ASSIGNMENT: Any picture among the records should be left out, please; retype the rest exactly.

BEGIN MATERIAL FOR THIS EXERCISE

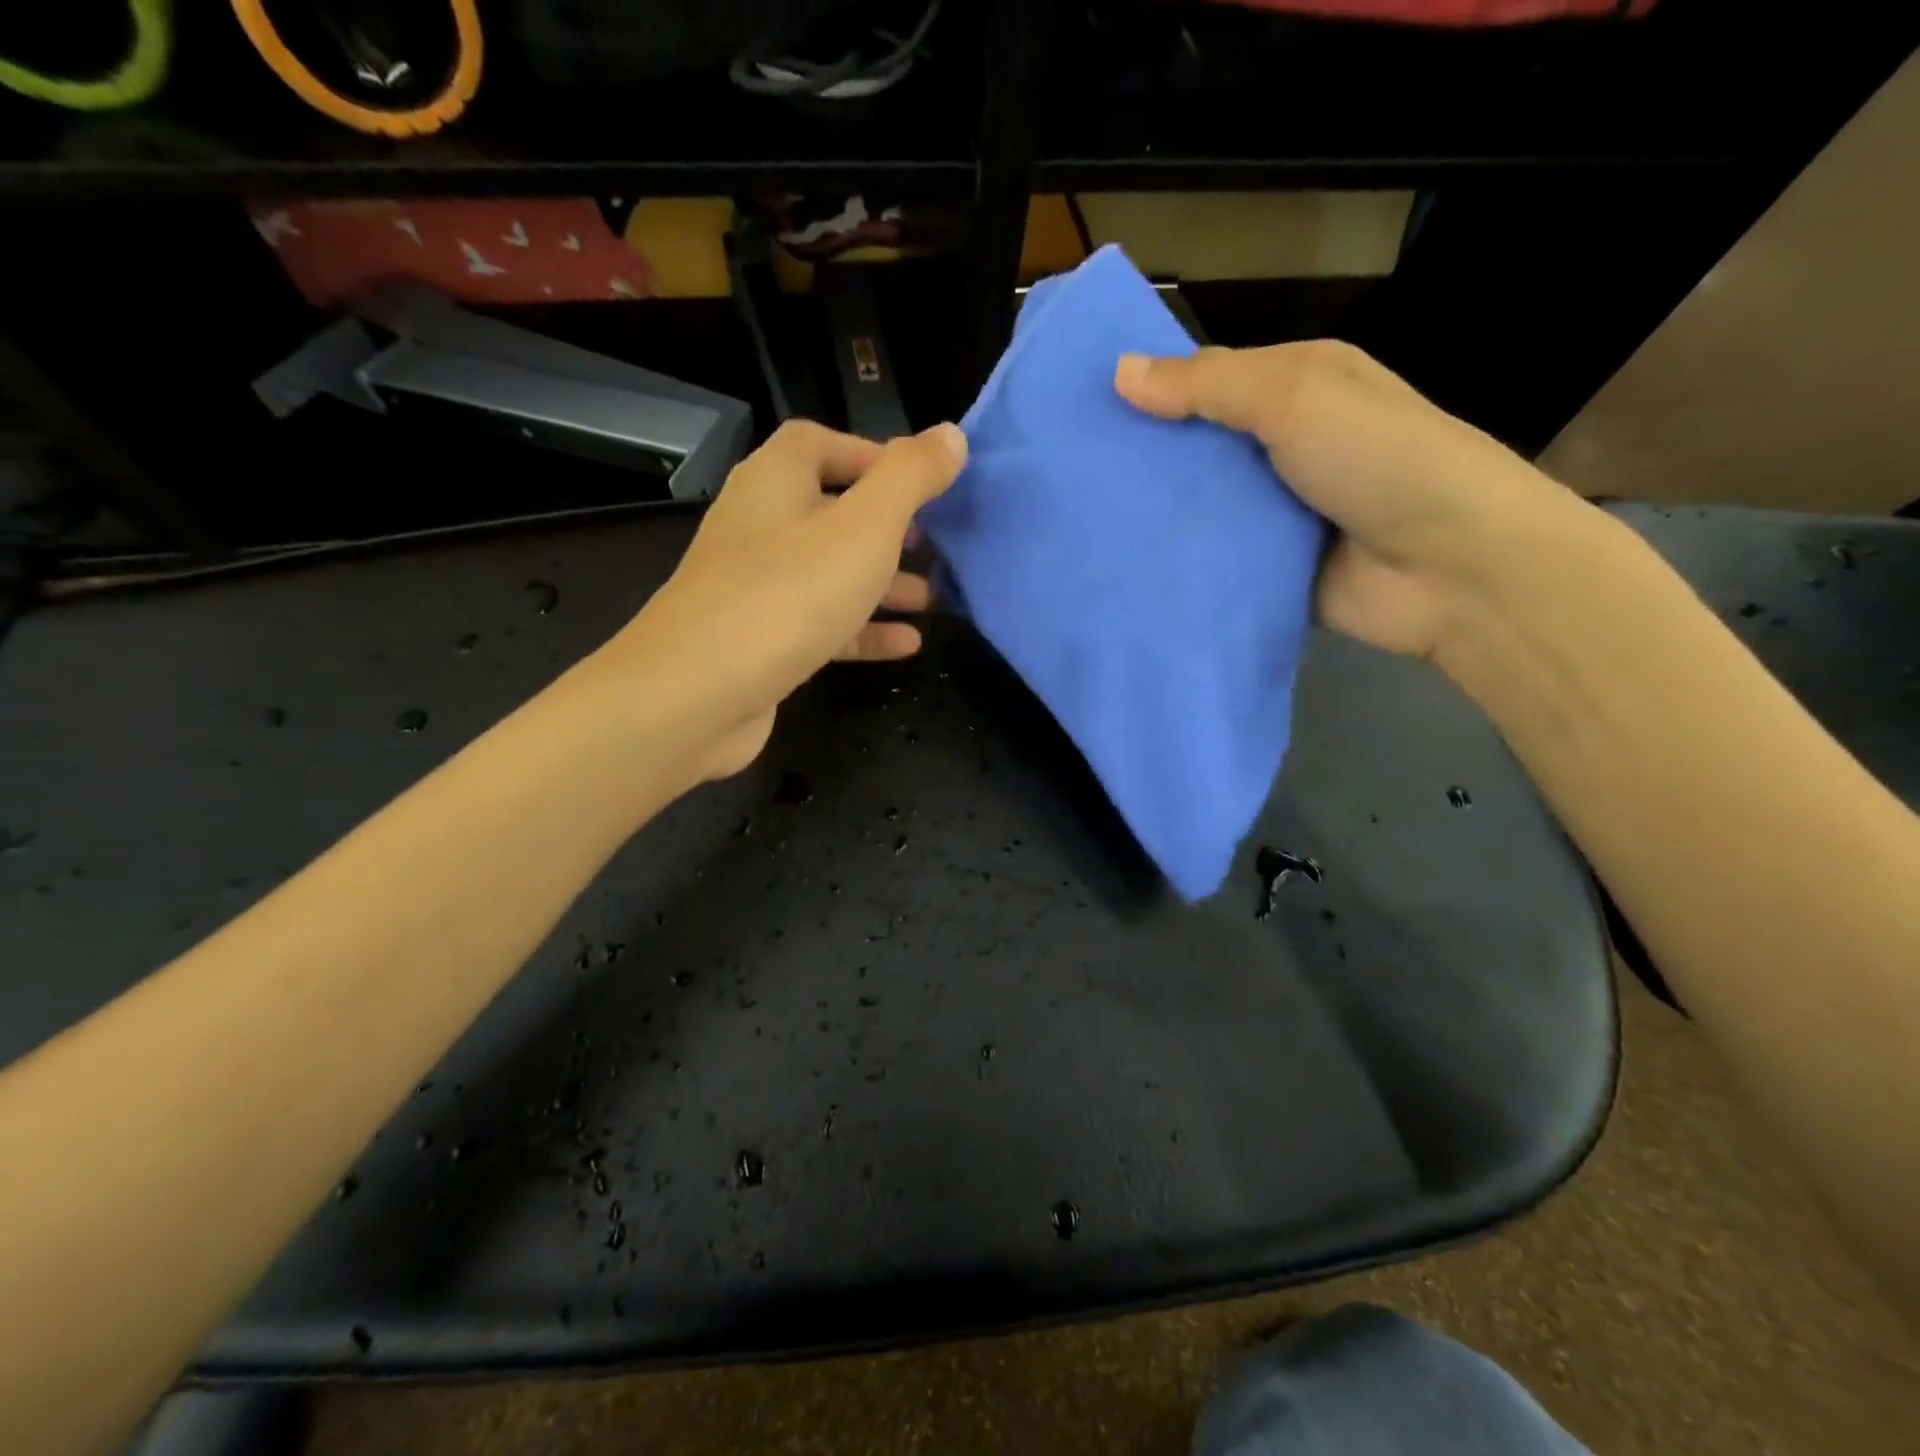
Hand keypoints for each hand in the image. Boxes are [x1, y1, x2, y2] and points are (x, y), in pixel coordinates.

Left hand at [601, 419, 965, 781]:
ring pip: (829, 572)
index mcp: (775, 481)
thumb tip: (951, 435)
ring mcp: (756, 587)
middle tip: (933, 544)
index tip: (922, 484)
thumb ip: (910, 477)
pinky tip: (907, 645)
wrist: (697, 694)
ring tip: (931, 597)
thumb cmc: (789, 594)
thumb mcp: (865, 527)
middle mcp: (759, 526)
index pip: (820, 442)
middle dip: (887, 527)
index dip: (872, 455)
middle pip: (830, 510)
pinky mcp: (760, 641)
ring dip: (881, 582)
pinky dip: (863, 629)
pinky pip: (821, 623)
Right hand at [1114, 341, 1585, 662]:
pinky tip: (1129, 566)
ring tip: (1088, 522)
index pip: (1211, 379)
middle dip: (1148, 458)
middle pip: (1203, 446)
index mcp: (1300, 386)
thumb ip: (1208, 386)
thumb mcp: (1295, 398)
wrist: (1452, 569)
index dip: (1153, 390)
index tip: (1089, 409)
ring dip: (1160, 514)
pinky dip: (1183, 562)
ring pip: (1205, 506)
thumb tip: (1120, 372)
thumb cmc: (1378, 459)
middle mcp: (1288, 445)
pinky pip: (1218, 559)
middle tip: (1077, 473)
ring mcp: (1281, 511)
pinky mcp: (1273, 567)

END MATERIAL FOR THIS EXERCISE

EXPECTED ANSWER:
Hand keypoints for each hand in the image. Boxes are [x1, y1, x2, y2] and points are (x, y), in pixel coordinates.

Left hand at [601, 419, 965, 781]:
ring pip: (829, 572)
index mcp: (775, 481)
thumb tip: (951, 435)
ring mcp: (756, 587)
middle tip: (933, 544)
index tip: (922, 484)
thumb ip: (910, 477)
pinky tip: (907, 645)
wrist: (697, 694)
ring tip: (931, 597)
thumb cmc: (789, 594)
thumb mcp: (865, 527)
middle mcp: (759, 526)
index pip: (820, 442)
middle dip: (887, 527)
index dip: (872, 455)
middle pip: (830, 510)
pinky mcp: (760, 641)
ring dip: (881, 582)
pinky dip: (863, 629)
pinky pip: (821, 623)
Right hand at [1114, 341, 1585, 662]:
pinky tip: (1129, 566)
ring tip: (1088, 522)
index pip: (1211, 379)
middle dip: (1148, 458)
middle pip: (1203, 446)
index mcp: (1300, 386)
thumb ip: (1208, 386)
thumb mcp: (1295, 398)
wrist: (1452, 569)
index dip: (1153, 390)
index tip: (1089, 409)
ring dip: (1160, 514)
pinky dip: (1183, 562)
ring pip: (1205, 506)
thumb tip: (1120, 372)
thumb cmc: (1378, 459)
middle mcp: (1288, 445)
pinky pip: (1218, 559)
middle tip: (1077, 473)
ring mcp: (1281, 511)
pinky mcp: (1273, 567)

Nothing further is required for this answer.